» TO DO: Going through the data below, please show each line containing the string "unsigned".

» DATA FOR THIS EXERCISE:
Segment Open

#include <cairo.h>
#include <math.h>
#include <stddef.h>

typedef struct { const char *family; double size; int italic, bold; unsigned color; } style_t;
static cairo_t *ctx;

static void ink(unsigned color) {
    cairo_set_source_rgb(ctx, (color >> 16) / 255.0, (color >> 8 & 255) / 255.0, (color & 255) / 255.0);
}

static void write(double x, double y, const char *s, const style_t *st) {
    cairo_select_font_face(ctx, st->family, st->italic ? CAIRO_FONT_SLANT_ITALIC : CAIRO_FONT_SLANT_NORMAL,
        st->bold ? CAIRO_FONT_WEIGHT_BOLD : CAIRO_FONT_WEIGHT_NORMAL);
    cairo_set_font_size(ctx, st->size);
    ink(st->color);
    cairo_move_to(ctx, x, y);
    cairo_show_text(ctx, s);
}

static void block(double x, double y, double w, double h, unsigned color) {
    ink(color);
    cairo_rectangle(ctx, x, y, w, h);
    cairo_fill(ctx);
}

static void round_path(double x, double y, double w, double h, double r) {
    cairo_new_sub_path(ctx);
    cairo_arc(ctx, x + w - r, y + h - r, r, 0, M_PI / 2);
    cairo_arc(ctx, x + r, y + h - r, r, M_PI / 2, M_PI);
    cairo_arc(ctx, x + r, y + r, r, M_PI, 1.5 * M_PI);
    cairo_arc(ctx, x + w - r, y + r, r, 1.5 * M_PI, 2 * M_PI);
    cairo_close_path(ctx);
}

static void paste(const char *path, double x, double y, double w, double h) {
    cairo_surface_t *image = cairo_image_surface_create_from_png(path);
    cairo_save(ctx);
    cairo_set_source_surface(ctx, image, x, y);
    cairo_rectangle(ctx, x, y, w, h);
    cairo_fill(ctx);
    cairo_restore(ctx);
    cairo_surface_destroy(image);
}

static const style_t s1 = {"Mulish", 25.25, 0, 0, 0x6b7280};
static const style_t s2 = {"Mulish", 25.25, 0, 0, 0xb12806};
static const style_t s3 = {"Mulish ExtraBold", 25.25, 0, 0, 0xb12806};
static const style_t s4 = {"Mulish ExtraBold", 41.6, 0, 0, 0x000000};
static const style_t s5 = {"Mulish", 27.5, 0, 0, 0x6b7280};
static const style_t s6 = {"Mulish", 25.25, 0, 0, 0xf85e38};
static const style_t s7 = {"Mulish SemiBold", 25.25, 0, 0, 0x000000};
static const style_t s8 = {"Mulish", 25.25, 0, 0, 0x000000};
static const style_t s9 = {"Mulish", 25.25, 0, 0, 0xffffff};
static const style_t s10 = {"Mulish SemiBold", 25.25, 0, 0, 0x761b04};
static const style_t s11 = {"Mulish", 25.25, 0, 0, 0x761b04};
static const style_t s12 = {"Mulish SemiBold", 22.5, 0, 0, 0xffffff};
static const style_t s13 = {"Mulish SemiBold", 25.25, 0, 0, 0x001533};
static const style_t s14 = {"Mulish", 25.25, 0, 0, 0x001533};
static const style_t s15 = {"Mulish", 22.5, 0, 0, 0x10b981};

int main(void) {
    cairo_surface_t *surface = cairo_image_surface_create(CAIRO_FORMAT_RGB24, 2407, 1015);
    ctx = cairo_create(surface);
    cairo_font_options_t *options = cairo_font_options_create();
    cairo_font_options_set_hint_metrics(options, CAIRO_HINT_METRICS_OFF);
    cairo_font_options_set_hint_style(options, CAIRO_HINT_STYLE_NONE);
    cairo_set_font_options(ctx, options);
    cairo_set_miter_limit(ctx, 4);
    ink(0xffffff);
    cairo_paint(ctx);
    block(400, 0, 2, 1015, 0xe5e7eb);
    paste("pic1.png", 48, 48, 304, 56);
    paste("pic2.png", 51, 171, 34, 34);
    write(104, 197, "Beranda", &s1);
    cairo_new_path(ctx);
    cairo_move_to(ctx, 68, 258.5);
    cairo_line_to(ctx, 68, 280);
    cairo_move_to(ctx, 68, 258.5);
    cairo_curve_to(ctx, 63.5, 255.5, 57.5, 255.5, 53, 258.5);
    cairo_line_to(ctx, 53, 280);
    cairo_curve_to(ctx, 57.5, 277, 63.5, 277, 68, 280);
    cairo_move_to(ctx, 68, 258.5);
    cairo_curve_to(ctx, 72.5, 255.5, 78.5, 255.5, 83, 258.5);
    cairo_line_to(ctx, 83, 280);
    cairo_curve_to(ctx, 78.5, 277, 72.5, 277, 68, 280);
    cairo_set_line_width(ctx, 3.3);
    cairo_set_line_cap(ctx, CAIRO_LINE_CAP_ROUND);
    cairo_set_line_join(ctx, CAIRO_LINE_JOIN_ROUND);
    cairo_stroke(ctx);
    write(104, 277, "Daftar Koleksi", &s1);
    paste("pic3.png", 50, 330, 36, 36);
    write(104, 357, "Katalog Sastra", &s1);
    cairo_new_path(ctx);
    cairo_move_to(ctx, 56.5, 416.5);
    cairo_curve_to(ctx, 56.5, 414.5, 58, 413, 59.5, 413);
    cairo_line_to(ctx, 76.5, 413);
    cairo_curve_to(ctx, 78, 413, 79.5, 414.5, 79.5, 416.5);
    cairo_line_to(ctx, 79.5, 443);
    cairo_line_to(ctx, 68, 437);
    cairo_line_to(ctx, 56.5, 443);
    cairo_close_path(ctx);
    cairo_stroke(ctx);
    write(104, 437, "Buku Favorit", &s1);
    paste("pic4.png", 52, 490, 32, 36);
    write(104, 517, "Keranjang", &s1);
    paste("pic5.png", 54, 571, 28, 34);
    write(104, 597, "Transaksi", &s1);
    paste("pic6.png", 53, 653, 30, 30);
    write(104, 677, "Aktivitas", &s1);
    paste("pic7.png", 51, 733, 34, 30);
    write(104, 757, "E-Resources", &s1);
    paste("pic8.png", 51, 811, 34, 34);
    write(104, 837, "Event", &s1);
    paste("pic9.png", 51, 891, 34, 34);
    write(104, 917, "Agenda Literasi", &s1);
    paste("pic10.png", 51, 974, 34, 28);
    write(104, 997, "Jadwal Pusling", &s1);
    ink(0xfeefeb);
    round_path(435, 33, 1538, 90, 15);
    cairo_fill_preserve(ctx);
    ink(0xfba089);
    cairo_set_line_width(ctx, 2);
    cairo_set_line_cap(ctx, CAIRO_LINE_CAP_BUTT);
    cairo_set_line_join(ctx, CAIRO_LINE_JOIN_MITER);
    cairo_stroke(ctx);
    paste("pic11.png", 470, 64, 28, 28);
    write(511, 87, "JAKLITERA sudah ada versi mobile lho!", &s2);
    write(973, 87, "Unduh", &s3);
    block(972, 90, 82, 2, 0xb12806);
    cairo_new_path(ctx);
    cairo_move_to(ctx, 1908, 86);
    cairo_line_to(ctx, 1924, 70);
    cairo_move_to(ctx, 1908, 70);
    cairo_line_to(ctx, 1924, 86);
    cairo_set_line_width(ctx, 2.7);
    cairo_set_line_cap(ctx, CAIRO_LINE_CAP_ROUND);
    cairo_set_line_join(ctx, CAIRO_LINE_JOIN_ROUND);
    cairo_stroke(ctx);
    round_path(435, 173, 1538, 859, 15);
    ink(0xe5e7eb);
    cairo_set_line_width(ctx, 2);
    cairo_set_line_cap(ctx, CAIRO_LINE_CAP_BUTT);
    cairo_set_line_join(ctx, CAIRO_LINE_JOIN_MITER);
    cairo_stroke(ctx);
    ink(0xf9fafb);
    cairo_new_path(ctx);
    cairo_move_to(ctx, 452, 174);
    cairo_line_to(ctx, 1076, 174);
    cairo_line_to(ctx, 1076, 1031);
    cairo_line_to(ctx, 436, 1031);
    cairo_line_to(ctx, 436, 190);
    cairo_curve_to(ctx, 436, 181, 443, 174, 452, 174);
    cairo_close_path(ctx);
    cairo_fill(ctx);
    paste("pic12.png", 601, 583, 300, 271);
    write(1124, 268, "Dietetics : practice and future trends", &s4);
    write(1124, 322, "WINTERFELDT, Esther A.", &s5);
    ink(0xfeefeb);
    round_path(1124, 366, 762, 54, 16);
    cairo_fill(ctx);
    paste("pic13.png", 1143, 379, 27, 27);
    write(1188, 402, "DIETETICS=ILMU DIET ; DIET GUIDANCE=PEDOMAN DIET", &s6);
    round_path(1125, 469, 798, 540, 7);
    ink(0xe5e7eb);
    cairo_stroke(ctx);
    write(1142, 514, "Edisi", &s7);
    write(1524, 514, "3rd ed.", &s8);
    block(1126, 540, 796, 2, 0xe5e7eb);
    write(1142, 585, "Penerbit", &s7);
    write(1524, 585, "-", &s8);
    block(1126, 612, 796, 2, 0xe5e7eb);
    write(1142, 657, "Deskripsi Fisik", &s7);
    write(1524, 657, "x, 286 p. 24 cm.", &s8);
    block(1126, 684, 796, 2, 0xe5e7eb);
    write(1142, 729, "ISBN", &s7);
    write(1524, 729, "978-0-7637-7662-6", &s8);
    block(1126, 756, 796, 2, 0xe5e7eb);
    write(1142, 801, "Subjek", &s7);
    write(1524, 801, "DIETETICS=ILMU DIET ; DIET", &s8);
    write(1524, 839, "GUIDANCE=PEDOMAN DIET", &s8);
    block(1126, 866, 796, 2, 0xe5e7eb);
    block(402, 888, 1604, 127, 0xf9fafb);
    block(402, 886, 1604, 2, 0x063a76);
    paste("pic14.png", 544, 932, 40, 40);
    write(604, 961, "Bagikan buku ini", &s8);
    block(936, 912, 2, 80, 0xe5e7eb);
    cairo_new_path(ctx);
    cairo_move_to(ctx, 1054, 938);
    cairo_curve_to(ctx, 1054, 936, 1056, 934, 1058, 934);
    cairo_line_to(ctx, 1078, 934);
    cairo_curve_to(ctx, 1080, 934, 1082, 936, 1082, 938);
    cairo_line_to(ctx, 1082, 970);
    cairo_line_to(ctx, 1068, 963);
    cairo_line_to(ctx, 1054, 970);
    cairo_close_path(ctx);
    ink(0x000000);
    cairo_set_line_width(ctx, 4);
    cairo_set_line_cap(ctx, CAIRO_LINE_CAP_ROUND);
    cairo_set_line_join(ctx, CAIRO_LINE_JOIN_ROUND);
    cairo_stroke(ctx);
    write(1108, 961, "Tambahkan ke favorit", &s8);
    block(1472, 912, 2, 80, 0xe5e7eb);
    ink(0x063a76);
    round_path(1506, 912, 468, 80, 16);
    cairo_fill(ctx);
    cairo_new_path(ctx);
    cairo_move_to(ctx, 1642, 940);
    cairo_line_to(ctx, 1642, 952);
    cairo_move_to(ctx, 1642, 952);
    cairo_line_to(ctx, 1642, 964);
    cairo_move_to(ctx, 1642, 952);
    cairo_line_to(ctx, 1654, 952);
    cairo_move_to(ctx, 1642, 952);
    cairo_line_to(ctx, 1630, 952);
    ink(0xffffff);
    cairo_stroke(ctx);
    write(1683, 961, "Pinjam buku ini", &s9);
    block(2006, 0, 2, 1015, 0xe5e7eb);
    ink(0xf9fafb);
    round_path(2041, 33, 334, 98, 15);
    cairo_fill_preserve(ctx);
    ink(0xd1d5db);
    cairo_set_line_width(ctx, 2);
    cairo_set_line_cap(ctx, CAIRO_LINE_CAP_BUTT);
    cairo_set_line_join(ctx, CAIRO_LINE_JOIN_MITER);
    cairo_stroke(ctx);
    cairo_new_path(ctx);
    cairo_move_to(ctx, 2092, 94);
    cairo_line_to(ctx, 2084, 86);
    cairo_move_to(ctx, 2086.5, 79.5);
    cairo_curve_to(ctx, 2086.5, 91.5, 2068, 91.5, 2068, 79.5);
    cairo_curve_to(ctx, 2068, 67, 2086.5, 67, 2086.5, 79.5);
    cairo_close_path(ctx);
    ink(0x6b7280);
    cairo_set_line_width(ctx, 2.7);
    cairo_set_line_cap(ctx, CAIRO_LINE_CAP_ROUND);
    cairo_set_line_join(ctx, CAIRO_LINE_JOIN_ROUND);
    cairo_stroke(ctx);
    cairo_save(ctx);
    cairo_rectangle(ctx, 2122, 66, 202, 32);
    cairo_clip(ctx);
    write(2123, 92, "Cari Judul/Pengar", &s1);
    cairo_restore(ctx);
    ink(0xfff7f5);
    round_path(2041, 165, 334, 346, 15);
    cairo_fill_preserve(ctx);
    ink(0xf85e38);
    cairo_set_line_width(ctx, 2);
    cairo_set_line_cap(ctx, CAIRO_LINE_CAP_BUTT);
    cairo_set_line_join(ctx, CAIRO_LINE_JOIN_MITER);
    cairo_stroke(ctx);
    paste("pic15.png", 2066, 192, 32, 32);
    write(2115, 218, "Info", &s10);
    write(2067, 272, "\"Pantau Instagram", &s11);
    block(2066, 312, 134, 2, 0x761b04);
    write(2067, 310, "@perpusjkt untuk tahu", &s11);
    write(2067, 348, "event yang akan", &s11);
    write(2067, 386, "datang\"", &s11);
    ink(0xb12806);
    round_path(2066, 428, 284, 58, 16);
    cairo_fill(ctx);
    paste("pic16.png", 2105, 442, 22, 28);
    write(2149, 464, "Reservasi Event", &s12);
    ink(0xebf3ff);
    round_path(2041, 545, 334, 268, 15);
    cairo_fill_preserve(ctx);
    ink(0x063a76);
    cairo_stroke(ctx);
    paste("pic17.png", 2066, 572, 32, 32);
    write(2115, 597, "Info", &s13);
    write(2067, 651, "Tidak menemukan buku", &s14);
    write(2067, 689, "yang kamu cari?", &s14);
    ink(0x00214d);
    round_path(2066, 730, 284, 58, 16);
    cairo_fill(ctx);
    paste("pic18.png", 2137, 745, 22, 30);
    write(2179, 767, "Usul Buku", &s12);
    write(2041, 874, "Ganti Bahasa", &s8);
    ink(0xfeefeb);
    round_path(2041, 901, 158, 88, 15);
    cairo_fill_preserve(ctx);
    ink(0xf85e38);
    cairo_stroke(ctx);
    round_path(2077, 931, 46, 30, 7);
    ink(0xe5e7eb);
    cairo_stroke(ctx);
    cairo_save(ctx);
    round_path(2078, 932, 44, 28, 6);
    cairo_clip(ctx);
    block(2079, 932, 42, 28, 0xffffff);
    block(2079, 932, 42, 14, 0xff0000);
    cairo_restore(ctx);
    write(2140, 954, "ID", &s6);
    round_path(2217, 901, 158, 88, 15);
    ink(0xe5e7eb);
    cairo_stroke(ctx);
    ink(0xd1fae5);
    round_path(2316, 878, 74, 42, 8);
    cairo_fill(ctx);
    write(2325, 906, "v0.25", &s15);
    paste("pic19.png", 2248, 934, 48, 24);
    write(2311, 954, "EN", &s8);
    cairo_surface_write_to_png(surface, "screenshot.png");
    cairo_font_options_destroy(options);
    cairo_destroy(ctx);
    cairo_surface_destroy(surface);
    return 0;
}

Segment Closed

» PROBLEM SOLUTION:
typedef struct { const char *family; double size; int italic, bold; unsigned color; } style_t;
static void ink(unsigned color) {
static void block(double x, double y, double w, double h, unsigned color) {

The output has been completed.